I was shocked several yards out of the train station after mid-conversation with a friend I glanced up and saw the towering cathedral. The service itself was, of course, impossible to comprehend. I gave my best shot at singing along with the hymns, but even that was a crap shoot. It’s not hard to understand why so many tourists visit the church; I’ve seen dozens of great houses of worship this summer, and this one ranked near the top. It is unfortunate that so many stunning churches are treated as shrines for the dead and museums for the living instead of places for worship and education for congregants.
Exploring the city at night was a blast, and I had some of my most memorable experiences of the trip in that city. But again, the city itself is not the cause of that, it was the people I was with and the conversations we had.
Most of my experience in Germany was defined by those I spent time around. That is to say that my experience was defined by 40-odd Calvin students. I can’t say much about the German people or culture given that I spoke with only a handful of actual Germans. Add this to the fact that most of our time was spent in the very international, secular city of Berlin and I was left with an experience that is akin to living with a bunch of Calvin classmates surrounded by the sounds of the German language. The culture would be better defined by our experiences in other smaller German cities that are maybe less severely defined by WWII and the Cold War.
This title describes the open prompt given and the content of the post. That’s pretty neat.
For the past few weeks everyone has been staying up a little later than normal planning their adventures for the final week of the trip. There are individuals and groups going to places as far away as Lisbon and Rome, Croatia and Paris. I’ll be doing a more modest trip to the nearby Netherlands with my family. Earlier this summer I was travelling to many of the places that others are going to next week, and those travels reinforced my suspicion that international travel isn’t necessarily the soul-enlightening and transcendent experience that I think western culture chalks it up to be.

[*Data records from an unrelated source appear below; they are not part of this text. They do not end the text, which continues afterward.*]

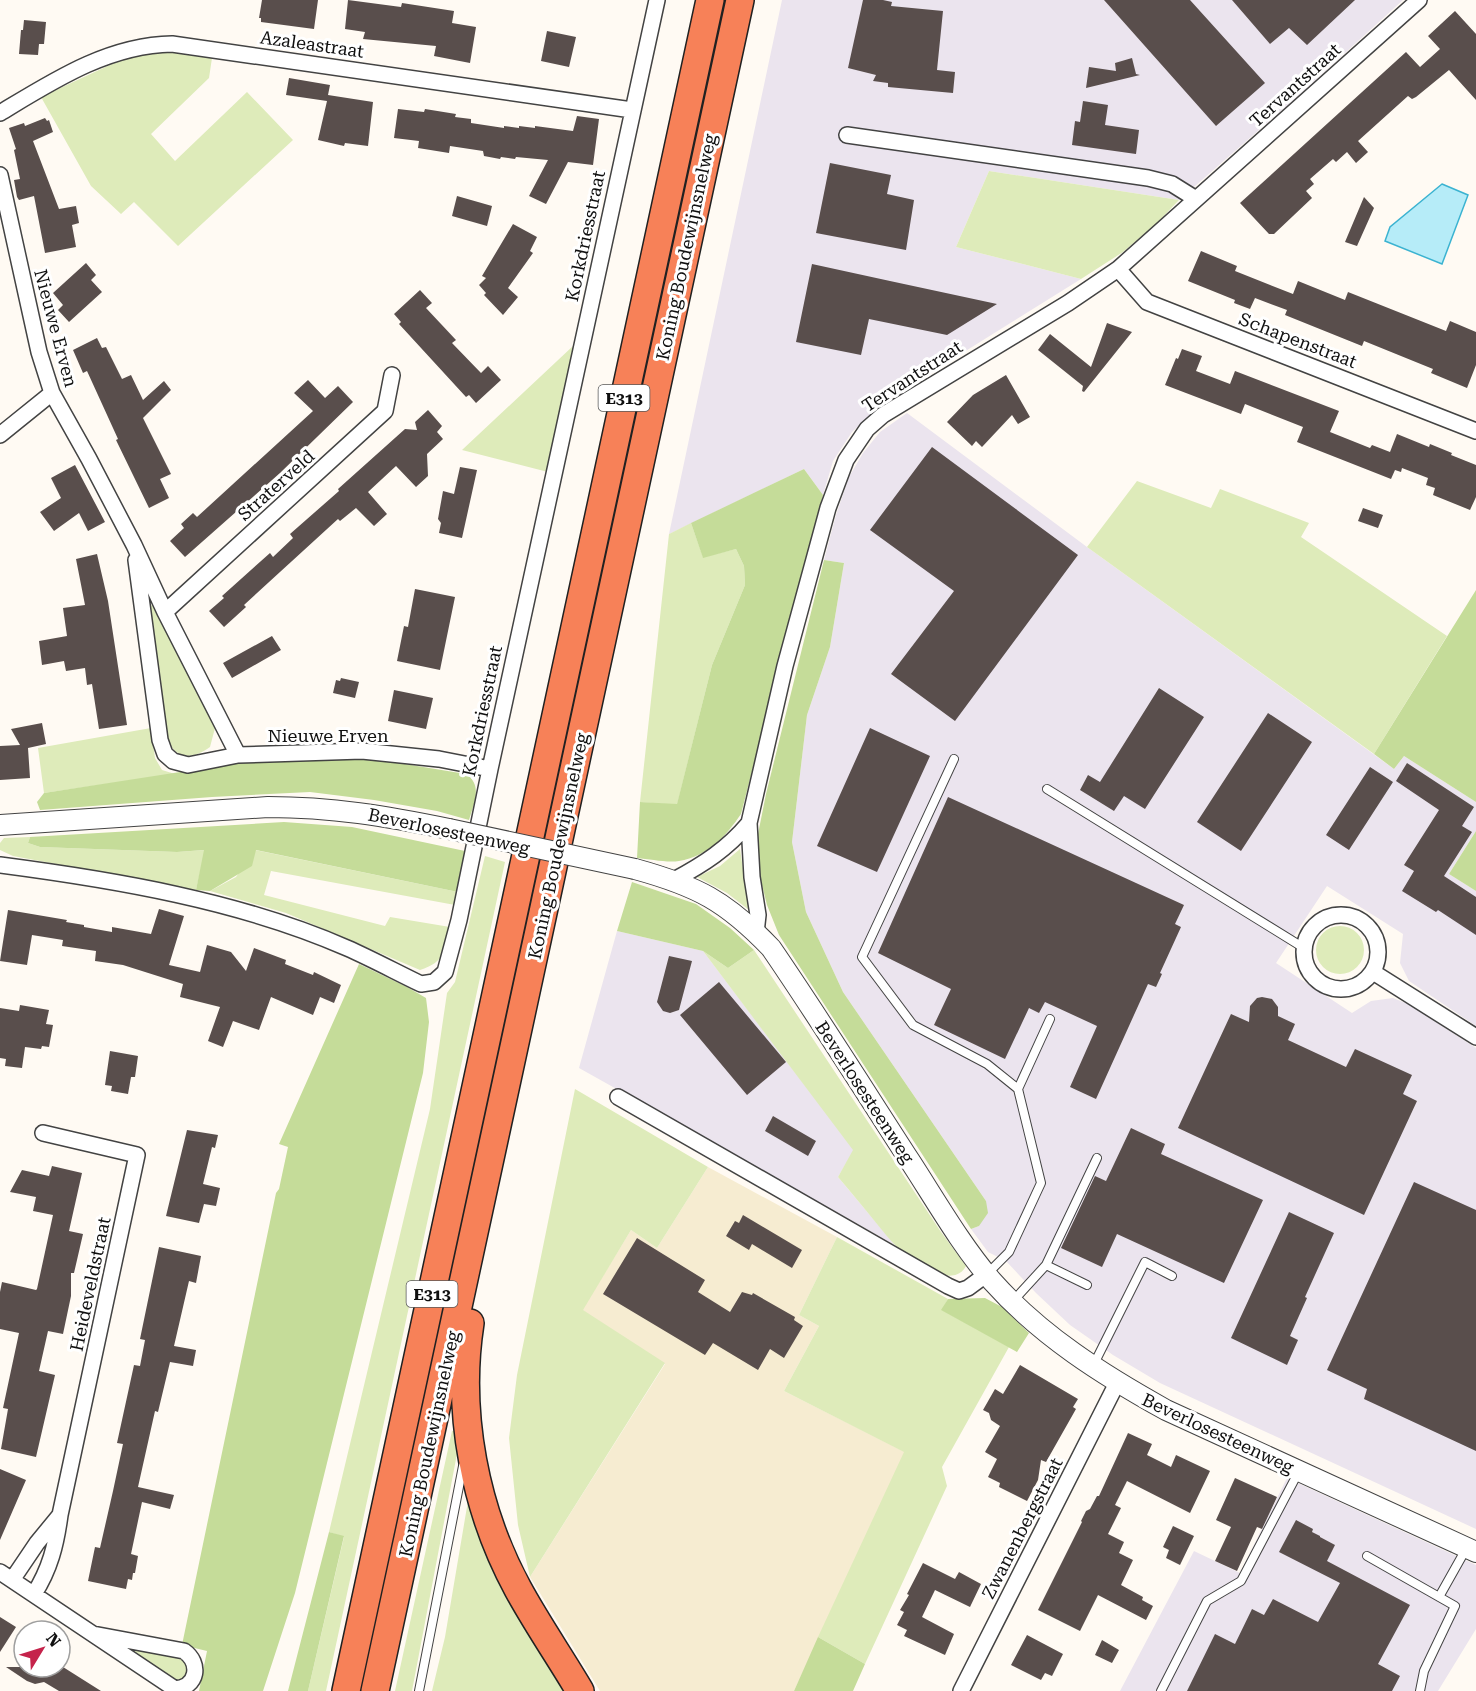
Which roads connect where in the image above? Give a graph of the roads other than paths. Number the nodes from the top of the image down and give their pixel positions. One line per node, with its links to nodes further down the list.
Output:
1 (657, 0): 5 (street, Korkdriesstraat)
2 (710, 0): 51 (highway, Koning Boudewijnsnelweg / E313)
3 (740, 0): 37 (highway, Koning Boudewijnsnelweg / E313)
4 (1419, 0): 9 (street, Tervantstraat)
5 (632, 110): 6 (street, Azaleastraat); 19 (street, Korkdriesstraat)
6 (0, 113)
7 (847, 135): 9 (street)
8 (0, 175): 12 (street, Nieuwe Erven)
9 (1196, 199): 10 (street, Tervantstraat)
10 (1118, 269): 13 (street, Schapenstraat); 21 (street, Tervantstraat)
11 (392, 375): 16 (street, Straterveld)
12 (52, 393): 14 (street); 15 (street, Nieuwe Erven)
13 (1476, 431)
14 (0, 435)
15 (134, 545): 16 (street, Nieuwe Erven); 17 (street, Nieuwe Erven)
16 (165, 612): 17 (street, Nieuwe Erven)
17 (238, 755): 19 (street, Nieuwe Erven)
18 (954, 759): 30 (lane)
19 (490, 769): 23 (street, Korkdriesstraat)
20 (1047, 789): 26 (lane)
21 (749, 823): 24 (street, Tervantstraat); 25 (street, Tervantstraat)
22 (0, 825): 24 (street, Beverlosesteenweg, bridge)
23 (0, 865)
24 (674, 880): 25 (street, Beverlosesteenweg)
25 (756, 933): 35 (street, Beverlosesteenweg)
26 (1304, 948): 27 (street); 27 (street)
27 (1373, 972): 29 (street)
28 (1050, 1018): 30 (lane)
29 (1476, 1037)
30 (1018, 1089): 35 (lane)
31 (618, 1097): 35 (street)
32 (43, 1133): 44 (street, Heideveldstraat)
33 (1097, 1158): 34 (lane)
34 (1046, 1265): 38 (lane); 39 (lane)
35 (987, 1274): 39 (street, Beverlosesteenweg)
36 (1172, 1276): 40 (lane)
37 (464, 1282): 42 (highway); 52 (highway, Koning Boudewijnsnelweg / E313)
38 (1087, 1285)
39 (1013, 1301): 40 (street, Beverlosesteenweg)
40 (1093, 1368): 41 (street, Beverlosesteenweg)
41 (1117, 1383): 43 (street, Beverlosesteenweg); 55 (street, Zwanenbergstraat)
42 (468, 1430): 53 (lane); 54 (highway)
43 (1299, 1471): 45 (street, Beverlosesteenweg); 56 (lane)
44 (60, 1515): 47 (street); 48 (street)
45 (1471, 1550): 49 (lane)
46 (1367, 1556): 49 (lane)
47 (6, 1576): 48 (street)
48 (34, 1594): 50 (street)
49 (1439, 1597): 57 (lane)
50 (93, 1634): 50 (street)
51 (346, 1691)
52 (375, 1691)
53 (419, 1691)
54 (580, 1691)
55 (961, 1691)
56 (1161, 1691)
57 (1420, 1691)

My unsolicited advice regarding travelling to you and to the rest of the students in the program is to do what you want to do and do it with friends. Listen to the advice of travel blogs and people who have been to those places, but ultimately do what you want to do and what interests you. I hate cliches; that hurt to write. While I didn’t do all of the ‘must-see’ things in Germany or anywhere else, I don’t regret it. I didn’t come here to have someone else’s experience.

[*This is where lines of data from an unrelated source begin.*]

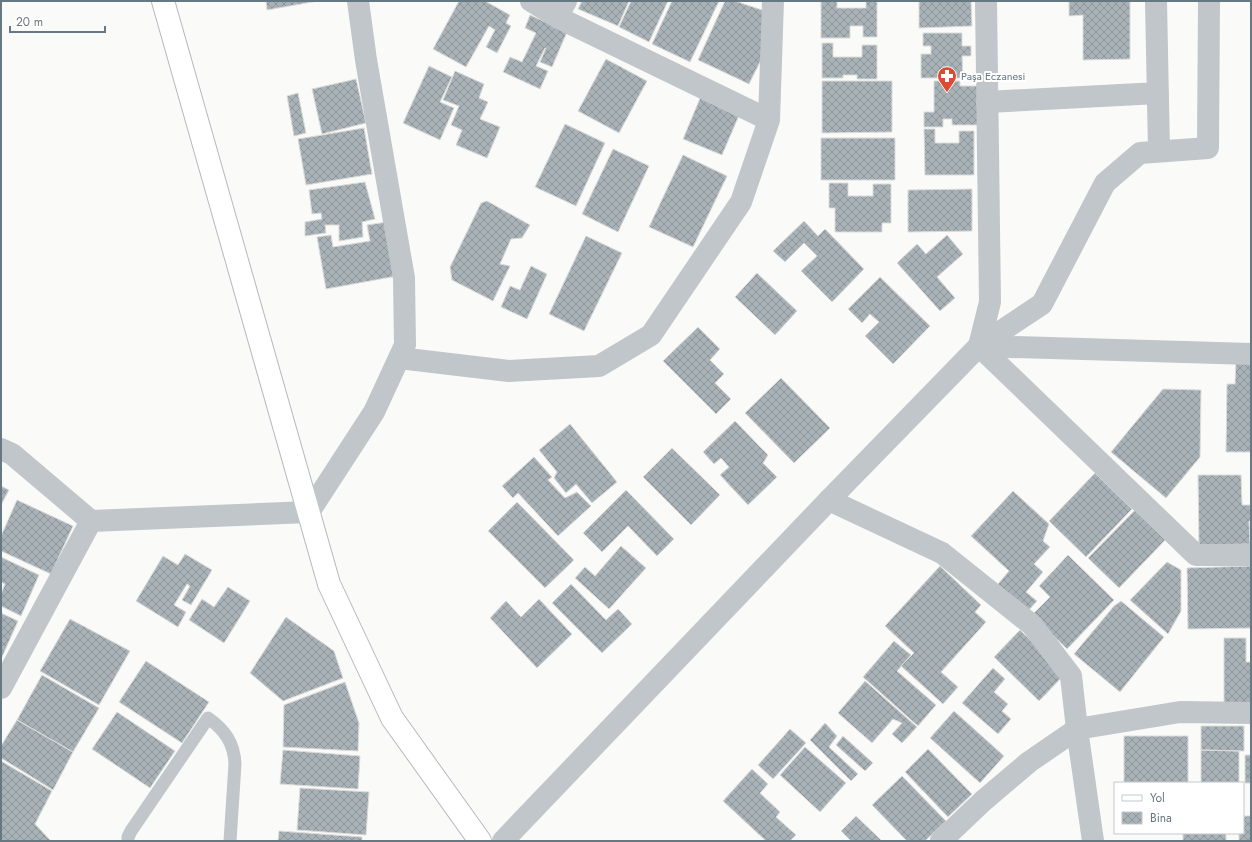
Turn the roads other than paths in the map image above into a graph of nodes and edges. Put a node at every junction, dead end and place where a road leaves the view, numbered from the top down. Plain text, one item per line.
1 (163, 1) edge
2 (358, 1) edge
3 (531, 1) edge
4 (773, 1) edge
5 (986, 1) edge
6 (1156, 1) edge
7 (1209, 1) edge
8 (562, 9) edge
9 (1158, 93) junction
10 (987, 102) junction
11 (769, 120) junction
12 (1159, 151) junction
13 (979, 346) junction
14 (1251, 354) edge
15 (399, 358) junction
16 (1, 449) edge
17 (829, 500) junction
18 (309, 512) junction
19 (91, 521) junction
20 (1251, 555) edge
21 (1, 688) edge
22 (1251, 713) edge
23 (1077, 728) junction
24 (128, 841) edge
25 (230, 841) edge
26 (480, 841) edge
27 (503, 841) edge
28 (941, 841) edge
29 (1093, 841) edge

1 - 18 main road
2 - 15 street
3 - 8 street
4 - 11 street
5 - 10 street
6 - 9 street
7 - 12 street
8 - 11 street
9 - 10 street
9 - 12 street
10 - 13 street
11 - 15 street
12 - 13 street
13 - 14 street
13 - 17 street
13 - 20 street
15 - 18 street
16 - 19 street
17 - 23 street
17 - 27 street
18 - 19 street
18 - 26 main road
19 - 21 street
22 - 23 street
23 - 28 street
23 - 29 street
24 - 25 lane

I’m answering the question, “what’s it like?” So here are some people that have defined the trip with their appreciable personality, philosophy, and appearance.
We spotted famous actor and Scientologist Tom Cruise in Bremen several weeks ago sporting classic aviators and a trim short-sleeve white button-down. After insisting that we address him as Ben (to protect his fame, of course), we compromised with “Com Truise.” He proved to be nothing like the arrogant, egotistical character he often plays on screen.
We found this male model and UFC fighter posing beneath a statue of a great general on his warhorse in Koblenz. Despite inciting riots within our dorm room with pointed questions and probing critiques, we learned to appreciate Zac’s depth of knowledge in and out of the classroom.
Here’s a group of vagabonds I stumbled upon while hiking near Dresden. In the words of the one in the front right she’s “an arrogant pig and [the girl behind her] is a ditzy mermaid.” These two young women have something of a riff developing between them. Previous blog posts written by a certain Genevieve and Madeline document this. We spent a lovely afternoon taking in the vast plains, forests, and mesas of east-central Germany.
On a different note, I met up with an old friend who was an exchange student in my home town for a year. Lucie lives in Potsdam, a beautiful old city (an apt descriptor for most of the places we’ve visited on this trip) southwest of Berlin. We spent the afternoon catching up from the past 4 years over ice cream and a bottle of the local brew.
So what has Germany been like? As you can see, it’s mostly American youth and old cities. Throw in a few enthralling stories from the Calvin professors, interesting German professors, nightly homework, lots of bread, and various embarrassing miscommunications, and that sums up the rest. To be honest, it’s difficult to describe acutely what living here is like. Most of the experience, in my view at least, has been significantly colored by group dynamics, which aren’t easy to write about to an audience not present.
At the end of the first day of tourism with the group we entered the Berlin Holocaust Museum. I was physically drained from a day of walking, a bit of dehydration, and what may have been a bad case of food poisoning. I was emotionally drained from transitioning from a 6 week solo trip across Europe to living in a dorm setting with 40 other students. Here’s where I’m supposed to talk about how the museum made me forget my own feelings and become thankful for everything I have when so much worse happened to those affected by WWII and the Holocaust directly, but that didn’t happen. Maybe that was selfish and callous, but that’s the way I felt. I did my best to read the stories of those I at least felt some connection to, like scientists, Dutch people, or people from cities I’ve visited. It was more of an academic experience than an emotional one.